Data extract Block Start
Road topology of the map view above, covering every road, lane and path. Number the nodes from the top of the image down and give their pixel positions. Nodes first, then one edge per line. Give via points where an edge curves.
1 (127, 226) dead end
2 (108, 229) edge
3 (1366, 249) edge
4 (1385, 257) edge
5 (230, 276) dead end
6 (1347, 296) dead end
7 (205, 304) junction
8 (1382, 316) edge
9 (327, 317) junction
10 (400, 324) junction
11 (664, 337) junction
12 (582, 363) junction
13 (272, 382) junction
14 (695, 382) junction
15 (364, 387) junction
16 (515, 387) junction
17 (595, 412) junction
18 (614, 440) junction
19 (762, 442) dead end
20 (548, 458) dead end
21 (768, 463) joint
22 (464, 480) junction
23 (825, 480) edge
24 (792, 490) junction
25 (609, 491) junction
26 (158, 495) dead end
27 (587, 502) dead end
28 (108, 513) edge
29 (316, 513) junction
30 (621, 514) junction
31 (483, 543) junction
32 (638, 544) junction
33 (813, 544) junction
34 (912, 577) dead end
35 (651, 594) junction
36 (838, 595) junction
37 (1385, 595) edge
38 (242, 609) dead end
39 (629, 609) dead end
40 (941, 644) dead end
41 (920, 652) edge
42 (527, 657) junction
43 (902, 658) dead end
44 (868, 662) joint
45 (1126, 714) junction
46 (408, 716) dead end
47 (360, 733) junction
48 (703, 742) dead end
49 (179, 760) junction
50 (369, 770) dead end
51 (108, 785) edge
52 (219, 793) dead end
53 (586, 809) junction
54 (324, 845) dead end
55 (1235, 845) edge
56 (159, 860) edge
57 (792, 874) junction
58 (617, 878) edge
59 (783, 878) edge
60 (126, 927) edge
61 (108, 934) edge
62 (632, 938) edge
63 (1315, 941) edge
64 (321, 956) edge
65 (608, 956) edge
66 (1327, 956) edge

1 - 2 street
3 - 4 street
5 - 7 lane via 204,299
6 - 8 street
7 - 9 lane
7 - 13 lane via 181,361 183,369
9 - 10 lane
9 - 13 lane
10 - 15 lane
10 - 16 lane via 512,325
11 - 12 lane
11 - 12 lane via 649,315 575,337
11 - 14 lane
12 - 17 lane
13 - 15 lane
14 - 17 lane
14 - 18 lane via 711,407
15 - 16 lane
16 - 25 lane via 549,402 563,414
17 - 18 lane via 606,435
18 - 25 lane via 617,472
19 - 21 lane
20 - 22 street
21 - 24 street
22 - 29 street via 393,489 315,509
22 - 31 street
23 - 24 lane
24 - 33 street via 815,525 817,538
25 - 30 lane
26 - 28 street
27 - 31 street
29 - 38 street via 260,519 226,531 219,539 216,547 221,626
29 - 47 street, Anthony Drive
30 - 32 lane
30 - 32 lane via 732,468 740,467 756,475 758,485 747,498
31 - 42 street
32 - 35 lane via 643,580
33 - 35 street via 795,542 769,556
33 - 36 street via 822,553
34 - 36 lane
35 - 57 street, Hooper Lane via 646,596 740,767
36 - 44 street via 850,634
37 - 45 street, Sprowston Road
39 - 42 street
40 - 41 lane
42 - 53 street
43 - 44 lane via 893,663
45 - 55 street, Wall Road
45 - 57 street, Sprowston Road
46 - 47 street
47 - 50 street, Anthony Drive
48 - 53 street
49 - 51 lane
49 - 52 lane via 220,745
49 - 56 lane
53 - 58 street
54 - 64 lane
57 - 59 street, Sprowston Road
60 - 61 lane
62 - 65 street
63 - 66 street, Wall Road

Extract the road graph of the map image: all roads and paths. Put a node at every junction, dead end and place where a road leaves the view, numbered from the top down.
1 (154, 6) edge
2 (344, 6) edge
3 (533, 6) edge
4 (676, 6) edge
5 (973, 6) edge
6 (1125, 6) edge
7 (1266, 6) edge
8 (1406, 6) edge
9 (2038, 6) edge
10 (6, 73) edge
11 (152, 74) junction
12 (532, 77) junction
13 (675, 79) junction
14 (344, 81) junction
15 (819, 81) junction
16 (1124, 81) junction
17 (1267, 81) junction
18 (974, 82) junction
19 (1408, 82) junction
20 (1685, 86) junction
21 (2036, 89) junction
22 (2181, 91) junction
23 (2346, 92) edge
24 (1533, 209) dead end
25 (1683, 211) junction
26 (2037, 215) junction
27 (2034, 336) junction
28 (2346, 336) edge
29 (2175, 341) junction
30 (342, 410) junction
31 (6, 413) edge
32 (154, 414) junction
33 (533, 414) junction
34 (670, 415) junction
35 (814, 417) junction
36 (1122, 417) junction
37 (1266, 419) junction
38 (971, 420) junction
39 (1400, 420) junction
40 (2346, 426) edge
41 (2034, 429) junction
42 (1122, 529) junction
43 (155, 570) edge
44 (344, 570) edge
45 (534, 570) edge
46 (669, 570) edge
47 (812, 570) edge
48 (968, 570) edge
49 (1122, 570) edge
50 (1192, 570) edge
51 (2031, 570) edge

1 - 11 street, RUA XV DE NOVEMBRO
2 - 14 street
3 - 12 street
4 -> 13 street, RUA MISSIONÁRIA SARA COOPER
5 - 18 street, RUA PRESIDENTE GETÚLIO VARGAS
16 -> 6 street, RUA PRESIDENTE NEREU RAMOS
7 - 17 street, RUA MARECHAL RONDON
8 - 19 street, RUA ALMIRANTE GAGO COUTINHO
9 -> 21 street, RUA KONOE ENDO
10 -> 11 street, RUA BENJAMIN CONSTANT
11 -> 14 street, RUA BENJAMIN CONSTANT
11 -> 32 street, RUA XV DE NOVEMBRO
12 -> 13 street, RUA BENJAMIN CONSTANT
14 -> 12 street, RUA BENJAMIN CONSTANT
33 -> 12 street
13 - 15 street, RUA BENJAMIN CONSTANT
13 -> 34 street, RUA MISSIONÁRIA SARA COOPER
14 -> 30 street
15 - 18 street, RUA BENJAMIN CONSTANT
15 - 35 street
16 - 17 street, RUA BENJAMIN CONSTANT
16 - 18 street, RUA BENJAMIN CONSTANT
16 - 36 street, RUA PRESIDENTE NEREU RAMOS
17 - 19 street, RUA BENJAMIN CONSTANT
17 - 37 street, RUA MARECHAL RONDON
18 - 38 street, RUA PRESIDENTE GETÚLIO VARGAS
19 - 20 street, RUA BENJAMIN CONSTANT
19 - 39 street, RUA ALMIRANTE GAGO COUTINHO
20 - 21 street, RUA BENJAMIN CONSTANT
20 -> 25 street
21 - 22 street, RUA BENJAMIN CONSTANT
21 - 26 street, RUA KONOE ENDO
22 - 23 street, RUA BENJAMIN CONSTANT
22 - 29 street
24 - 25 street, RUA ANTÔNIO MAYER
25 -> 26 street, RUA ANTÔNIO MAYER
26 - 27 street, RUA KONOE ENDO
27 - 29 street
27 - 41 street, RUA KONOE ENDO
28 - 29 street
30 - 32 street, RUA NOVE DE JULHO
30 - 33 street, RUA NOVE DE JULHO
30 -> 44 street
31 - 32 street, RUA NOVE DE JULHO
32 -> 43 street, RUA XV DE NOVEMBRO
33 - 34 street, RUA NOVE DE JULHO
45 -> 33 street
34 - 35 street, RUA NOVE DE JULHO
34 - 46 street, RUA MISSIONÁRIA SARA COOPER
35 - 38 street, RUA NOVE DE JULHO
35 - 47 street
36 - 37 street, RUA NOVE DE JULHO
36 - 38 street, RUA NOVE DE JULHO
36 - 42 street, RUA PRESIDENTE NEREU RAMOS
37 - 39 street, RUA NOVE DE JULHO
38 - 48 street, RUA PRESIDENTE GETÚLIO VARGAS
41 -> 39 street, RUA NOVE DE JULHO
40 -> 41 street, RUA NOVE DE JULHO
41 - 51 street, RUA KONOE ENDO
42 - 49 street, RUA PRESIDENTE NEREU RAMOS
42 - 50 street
Data extract Block End
Look through the listing and extract every line with "Wall" in it.

▸ Solution below:
45 - 55 street, Wall Road
63 - 66 street, Wall Road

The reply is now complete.